ACTIVITY
In the data that follows, find each line containing "Bazalgette" and copy it.

INPUT DATA below:

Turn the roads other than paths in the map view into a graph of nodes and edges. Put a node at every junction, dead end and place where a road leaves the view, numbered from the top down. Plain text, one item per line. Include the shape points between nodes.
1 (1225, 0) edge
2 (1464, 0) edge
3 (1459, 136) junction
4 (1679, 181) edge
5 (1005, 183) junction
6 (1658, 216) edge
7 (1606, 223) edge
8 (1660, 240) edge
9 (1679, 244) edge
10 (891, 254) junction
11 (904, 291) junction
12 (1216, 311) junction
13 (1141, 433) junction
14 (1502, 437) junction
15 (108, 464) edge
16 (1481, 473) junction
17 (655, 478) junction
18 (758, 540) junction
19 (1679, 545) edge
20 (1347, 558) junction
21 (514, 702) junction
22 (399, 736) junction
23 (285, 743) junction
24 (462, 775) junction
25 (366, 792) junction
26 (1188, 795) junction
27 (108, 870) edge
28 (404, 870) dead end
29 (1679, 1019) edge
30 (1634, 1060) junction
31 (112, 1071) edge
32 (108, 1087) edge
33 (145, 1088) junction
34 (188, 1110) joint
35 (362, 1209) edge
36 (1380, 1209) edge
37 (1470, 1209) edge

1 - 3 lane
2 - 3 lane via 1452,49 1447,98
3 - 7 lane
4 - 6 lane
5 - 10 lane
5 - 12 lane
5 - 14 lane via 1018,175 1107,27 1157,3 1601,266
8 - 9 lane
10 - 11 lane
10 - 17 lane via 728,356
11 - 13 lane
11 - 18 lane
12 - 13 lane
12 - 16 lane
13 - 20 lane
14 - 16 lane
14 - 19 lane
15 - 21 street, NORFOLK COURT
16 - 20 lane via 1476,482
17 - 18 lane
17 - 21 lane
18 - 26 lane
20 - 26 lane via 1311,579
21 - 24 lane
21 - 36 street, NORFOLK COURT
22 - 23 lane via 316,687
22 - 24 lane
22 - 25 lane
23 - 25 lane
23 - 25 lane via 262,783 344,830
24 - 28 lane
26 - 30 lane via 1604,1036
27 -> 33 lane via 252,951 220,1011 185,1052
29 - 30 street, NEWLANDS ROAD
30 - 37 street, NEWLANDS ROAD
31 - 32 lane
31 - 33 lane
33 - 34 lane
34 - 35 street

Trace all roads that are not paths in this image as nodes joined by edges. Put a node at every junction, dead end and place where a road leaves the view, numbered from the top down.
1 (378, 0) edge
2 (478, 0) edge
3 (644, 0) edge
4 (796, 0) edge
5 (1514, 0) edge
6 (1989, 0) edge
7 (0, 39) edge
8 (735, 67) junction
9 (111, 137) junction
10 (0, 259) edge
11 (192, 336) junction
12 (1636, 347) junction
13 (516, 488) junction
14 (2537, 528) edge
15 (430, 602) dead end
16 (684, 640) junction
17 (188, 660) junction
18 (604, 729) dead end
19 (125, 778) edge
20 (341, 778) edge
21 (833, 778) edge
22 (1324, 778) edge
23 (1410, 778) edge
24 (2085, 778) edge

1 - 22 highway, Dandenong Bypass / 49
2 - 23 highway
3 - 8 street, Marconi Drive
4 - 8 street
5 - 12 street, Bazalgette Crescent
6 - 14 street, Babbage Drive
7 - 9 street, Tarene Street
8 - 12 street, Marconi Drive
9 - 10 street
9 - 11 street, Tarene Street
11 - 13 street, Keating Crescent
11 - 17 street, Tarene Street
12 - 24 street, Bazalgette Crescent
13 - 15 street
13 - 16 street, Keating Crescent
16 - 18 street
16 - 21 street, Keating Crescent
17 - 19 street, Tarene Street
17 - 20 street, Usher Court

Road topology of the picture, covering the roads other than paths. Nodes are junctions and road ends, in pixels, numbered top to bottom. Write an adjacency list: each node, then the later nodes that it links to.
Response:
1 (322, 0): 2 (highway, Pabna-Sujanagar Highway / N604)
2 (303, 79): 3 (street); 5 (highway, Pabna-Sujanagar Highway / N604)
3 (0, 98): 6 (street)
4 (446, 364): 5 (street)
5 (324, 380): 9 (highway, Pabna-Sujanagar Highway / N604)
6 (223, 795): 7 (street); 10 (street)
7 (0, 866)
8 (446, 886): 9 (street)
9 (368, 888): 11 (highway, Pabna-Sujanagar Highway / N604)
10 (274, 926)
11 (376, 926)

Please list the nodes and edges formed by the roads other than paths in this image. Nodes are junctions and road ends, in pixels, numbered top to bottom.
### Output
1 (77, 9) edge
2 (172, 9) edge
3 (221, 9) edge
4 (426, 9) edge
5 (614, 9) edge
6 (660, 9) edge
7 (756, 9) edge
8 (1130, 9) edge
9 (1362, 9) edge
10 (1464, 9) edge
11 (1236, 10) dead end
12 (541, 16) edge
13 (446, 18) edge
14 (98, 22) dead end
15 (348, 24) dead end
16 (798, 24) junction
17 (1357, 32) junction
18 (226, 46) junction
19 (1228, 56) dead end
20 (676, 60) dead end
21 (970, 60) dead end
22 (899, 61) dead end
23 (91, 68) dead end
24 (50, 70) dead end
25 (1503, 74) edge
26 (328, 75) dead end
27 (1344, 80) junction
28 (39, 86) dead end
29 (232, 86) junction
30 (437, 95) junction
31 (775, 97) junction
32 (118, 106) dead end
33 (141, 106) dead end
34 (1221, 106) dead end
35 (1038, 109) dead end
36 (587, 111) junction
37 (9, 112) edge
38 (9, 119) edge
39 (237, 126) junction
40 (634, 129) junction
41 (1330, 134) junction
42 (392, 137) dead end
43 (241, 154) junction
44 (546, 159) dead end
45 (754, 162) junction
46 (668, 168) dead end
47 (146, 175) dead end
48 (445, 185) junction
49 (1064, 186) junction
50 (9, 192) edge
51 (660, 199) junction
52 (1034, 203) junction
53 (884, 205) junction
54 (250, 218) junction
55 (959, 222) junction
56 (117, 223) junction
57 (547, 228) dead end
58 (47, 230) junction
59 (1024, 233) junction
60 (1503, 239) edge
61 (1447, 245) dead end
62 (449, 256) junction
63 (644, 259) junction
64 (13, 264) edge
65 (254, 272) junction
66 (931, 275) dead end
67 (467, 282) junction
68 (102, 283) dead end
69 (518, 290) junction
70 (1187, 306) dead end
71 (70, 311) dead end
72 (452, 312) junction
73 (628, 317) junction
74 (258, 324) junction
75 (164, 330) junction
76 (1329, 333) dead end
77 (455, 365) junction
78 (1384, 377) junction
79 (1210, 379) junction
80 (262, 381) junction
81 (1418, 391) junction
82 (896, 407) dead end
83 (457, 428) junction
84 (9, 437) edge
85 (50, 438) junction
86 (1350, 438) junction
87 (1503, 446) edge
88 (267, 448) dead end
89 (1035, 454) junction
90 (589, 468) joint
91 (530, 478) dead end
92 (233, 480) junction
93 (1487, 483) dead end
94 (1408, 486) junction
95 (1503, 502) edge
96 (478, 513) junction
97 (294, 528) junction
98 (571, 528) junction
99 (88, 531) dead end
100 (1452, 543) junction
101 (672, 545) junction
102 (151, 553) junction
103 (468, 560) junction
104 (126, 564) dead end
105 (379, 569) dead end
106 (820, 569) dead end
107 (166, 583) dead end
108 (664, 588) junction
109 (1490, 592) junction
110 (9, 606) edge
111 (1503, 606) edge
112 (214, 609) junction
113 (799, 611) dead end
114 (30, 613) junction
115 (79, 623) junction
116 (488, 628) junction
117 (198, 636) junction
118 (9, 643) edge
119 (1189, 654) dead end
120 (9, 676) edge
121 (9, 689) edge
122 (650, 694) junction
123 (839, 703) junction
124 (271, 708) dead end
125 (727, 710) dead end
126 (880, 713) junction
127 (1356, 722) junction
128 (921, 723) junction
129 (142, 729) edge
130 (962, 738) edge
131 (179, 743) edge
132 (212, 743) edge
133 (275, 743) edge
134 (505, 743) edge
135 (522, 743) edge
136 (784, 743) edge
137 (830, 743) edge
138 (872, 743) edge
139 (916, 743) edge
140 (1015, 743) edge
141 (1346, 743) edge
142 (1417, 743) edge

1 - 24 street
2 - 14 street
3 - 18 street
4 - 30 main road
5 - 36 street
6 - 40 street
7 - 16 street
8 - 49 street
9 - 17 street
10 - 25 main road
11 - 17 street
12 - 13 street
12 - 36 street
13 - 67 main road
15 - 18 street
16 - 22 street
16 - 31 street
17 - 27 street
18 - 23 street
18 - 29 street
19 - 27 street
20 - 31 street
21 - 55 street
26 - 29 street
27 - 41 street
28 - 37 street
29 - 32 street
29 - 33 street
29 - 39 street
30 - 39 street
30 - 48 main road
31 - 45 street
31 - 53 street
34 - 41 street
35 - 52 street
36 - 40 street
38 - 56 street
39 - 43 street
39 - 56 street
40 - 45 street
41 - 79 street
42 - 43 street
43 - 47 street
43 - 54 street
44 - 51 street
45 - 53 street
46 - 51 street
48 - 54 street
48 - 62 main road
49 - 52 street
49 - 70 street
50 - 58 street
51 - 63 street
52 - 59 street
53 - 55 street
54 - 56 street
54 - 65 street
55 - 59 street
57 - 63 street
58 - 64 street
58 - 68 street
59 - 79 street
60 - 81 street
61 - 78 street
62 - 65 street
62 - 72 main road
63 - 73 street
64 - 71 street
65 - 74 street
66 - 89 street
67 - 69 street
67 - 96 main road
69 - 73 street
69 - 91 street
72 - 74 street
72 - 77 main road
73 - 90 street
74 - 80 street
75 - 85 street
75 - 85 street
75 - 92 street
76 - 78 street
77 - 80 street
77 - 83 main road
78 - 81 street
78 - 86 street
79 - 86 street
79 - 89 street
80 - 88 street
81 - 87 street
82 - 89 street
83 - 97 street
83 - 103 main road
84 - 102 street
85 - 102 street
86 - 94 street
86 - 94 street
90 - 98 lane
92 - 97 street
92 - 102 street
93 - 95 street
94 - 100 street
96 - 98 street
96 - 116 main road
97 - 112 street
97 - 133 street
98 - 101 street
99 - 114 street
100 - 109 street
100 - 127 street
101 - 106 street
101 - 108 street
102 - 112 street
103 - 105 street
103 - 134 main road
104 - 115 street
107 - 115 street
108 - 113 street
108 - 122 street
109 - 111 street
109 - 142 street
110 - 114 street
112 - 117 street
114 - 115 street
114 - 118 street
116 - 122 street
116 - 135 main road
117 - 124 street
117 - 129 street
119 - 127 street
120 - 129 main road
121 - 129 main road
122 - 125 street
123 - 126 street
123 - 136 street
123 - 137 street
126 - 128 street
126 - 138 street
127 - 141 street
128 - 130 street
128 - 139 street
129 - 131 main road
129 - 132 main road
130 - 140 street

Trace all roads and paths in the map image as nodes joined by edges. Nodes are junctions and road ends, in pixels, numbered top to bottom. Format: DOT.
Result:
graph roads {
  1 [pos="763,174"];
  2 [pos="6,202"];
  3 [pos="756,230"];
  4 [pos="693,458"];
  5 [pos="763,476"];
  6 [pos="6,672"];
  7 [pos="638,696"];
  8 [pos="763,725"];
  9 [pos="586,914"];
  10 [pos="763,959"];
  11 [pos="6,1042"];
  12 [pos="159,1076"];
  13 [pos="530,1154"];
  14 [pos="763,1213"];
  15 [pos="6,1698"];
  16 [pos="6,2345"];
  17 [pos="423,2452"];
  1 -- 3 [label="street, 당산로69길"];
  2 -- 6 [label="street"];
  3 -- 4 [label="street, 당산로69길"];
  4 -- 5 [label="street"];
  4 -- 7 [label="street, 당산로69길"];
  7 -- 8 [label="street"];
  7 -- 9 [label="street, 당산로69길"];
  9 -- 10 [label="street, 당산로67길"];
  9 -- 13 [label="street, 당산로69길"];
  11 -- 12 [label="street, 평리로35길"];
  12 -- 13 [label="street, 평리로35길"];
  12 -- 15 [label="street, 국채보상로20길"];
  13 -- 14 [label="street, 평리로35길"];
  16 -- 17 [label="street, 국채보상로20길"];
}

End of INPUT DATA.

EXERCISE RESPONSE
5 - 12 street, Bazalgette Crescent
12 - 24 street, Bazalgette Crescent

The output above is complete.